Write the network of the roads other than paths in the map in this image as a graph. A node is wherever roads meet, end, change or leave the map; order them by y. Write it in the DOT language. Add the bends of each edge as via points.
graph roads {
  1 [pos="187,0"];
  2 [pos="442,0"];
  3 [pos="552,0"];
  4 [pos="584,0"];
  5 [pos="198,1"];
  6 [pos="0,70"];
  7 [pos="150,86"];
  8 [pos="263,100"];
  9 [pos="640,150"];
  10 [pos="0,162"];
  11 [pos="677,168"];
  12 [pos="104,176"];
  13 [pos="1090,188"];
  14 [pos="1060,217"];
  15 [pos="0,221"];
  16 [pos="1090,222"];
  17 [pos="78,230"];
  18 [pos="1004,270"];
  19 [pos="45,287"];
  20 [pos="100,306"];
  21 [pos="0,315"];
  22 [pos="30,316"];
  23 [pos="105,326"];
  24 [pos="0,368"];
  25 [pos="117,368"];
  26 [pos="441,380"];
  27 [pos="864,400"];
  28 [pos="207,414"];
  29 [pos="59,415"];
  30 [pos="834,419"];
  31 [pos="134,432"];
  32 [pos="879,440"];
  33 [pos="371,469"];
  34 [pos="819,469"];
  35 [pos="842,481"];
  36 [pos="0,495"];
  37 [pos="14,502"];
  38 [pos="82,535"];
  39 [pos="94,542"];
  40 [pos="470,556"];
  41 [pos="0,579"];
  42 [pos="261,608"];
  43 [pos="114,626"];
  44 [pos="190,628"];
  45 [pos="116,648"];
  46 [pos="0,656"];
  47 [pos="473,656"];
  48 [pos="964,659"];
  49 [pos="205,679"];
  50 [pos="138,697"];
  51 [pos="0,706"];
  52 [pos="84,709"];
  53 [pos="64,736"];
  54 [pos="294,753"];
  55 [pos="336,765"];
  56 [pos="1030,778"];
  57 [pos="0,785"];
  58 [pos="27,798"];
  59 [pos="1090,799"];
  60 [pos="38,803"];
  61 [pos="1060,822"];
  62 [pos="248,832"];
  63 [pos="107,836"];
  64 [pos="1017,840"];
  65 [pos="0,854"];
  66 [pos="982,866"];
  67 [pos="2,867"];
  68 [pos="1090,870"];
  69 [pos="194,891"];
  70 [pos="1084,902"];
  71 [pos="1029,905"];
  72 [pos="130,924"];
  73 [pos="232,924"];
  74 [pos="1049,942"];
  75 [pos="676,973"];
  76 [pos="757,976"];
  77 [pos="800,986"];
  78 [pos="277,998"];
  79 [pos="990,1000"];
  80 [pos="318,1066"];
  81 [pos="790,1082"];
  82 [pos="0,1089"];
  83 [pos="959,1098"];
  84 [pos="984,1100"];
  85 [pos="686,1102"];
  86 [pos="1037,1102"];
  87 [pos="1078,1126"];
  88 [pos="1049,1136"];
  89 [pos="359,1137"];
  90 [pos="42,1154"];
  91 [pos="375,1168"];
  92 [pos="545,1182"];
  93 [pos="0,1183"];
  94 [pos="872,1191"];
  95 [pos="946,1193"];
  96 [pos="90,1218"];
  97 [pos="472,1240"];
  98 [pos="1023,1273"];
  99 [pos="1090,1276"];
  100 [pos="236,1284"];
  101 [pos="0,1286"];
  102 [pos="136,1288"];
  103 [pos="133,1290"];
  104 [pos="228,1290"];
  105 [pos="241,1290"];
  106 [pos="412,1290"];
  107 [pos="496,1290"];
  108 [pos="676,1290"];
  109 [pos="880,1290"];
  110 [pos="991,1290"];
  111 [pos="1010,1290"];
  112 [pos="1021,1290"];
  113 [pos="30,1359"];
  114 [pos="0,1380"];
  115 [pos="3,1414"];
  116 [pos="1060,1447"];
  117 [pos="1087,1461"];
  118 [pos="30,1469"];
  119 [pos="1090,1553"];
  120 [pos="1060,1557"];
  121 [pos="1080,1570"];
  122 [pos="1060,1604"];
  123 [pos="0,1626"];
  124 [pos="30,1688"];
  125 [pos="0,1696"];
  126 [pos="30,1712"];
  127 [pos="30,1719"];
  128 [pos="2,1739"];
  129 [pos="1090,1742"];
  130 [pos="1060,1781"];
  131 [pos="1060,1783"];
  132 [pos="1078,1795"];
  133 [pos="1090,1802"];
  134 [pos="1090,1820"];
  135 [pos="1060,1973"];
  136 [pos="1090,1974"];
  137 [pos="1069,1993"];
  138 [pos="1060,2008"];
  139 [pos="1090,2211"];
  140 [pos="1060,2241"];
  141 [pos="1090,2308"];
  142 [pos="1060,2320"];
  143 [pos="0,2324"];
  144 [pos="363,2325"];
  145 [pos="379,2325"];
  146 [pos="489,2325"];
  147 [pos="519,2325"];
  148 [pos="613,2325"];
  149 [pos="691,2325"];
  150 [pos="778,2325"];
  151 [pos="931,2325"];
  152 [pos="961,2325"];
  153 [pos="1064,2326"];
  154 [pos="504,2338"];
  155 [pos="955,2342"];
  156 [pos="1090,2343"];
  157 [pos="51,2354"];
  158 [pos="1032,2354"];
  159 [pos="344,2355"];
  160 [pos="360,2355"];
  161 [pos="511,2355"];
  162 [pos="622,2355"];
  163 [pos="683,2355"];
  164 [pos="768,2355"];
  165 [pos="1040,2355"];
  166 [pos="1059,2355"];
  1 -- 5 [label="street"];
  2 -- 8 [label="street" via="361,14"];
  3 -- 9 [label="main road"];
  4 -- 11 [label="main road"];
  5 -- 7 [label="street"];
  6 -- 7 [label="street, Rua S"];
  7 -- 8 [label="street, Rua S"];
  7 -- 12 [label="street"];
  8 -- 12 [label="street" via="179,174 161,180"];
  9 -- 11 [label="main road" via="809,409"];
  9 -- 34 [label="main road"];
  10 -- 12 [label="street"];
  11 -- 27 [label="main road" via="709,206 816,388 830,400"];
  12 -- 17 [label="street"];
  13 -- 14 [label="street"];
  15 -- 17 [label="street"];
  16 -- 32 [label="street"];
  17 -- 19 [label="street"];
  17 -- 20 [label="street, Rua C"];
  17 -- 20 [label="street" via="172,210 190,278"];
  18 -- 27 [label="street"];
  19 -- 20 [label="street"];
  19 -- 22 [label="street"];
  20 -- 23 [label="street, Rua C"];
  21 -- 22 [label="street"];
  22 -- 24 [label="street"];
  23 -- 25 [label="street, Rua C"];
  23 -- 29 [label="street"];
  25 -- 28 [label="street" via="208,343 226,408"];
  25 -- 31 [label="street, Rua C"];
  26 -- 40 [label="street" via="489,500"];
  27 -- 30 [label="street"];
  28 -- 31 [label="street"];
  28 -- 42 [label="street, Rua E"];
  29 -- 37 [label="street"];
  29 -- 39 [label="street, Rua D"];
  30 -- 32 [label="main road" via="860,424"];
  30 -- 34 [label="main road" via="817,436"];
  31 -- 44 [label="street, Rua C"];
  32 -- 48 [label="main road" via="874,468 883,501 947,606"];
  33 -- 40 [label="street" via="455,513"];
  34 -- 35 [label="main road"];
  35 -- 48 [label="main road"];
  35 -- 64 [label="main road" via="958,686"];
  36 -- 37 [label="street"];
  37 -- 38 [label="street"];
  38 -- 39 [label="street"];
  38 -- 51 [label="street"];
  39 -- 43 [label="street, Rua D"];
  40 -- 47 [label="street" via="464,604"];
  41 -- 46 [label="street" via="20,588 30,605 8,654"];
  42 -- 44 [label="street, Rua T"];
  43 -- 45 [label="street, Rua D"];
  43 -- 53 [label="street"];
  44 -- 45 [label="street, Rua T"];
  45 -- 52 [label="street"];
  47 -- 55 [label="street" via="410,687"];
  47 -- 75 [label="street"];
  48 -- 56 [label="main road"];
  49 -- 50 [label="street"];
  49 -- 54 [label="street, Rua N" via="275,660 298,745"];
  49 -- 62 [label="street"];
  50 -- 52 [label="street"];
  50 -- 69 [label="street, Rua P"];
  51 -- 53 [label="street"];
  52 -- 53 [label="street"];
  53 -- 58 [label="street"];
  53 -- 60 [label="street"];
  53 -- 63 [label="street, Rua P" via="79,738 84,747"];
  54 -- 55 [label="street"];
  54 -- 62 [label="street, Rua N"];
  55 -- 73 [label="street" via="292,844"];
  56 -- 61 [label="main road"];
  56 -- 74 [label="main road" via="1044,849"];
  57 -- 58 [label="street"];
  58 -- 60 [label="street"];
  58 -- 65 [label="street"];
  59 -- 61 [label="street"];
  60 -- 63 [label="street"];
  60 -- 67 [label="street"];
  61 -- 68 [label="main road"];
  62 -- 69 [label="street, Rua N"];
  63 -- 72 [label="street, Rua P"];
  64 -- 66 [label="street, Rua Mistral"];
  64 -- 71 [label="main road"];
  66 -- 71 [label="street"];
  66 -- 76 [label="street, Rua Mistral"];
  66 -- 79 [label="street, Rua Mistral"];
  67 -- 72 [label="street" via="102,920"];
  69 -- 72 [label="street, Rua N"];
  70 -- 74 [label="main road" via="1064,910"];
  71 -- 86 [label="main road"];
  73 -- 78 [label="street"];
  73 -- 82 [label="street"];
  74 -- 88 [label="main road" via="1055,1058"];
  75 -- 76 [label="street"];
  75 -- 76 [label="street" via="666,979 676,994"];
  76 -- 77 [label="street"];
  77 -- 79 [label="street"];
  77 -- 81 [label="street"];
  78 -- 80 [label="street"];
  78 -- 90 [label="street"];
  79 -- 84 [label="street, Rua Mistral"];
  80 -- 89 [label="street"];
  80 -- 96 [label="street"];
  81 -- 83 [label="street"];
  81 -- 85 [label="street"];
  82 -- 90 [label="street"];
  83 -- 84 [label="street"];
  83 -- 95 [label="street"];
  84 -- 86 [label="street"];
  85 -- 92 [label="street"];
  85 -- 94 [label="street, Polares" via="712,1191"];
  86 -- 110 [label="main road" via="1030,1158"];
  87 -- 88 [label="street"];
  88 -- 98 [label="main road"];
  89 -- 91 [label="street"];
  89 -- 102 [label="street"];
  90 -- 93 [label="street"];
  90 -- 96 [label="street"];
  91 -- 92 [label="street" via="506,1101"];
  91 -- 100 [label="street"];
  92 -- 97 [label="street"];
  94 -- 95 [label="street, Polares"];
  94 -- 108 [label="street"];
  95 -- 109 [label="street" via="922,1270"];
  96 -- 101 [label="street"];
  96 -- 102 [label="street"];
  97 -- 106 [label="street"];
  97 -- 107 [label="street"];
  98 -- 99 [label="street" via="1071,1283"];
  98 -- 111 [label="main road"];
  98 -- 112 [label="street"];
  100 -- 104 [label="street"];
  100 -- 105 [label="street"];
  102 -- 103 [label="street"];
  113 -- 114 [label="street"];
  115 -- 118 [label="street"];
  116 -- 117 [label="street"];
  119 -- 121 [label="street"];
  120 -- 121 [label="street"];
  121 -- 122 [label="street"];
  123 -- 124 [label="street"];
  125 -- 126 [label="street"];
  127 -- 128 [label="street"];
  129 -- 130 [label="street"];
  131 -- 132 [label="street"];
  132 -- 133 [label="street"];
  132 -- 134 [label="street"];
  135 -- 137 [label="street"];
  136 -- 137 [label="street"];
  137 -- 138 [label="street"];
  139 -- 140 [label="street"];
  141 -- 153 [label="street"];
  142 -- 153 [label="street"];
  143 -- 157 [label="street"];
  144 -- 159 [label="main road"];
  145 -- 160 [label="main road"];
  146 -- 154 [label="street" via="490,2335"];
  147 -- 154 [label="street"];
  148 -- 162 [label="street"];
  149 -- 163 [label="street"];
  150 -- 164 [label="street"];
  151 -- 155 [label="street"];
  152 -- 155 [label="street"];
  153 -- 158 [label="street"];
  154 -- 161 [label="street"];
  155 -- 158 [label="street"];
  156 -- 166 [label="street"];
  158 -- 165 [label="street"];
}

--*--

▶ Aim of the exercise
Only lines with the word "Polares" are wanted; pull each of them from the records.

▶ Written reply
  85 -- 94 [label="street, Polares" via="712,1191"];
  94 -- 95 [label="street, Polares"];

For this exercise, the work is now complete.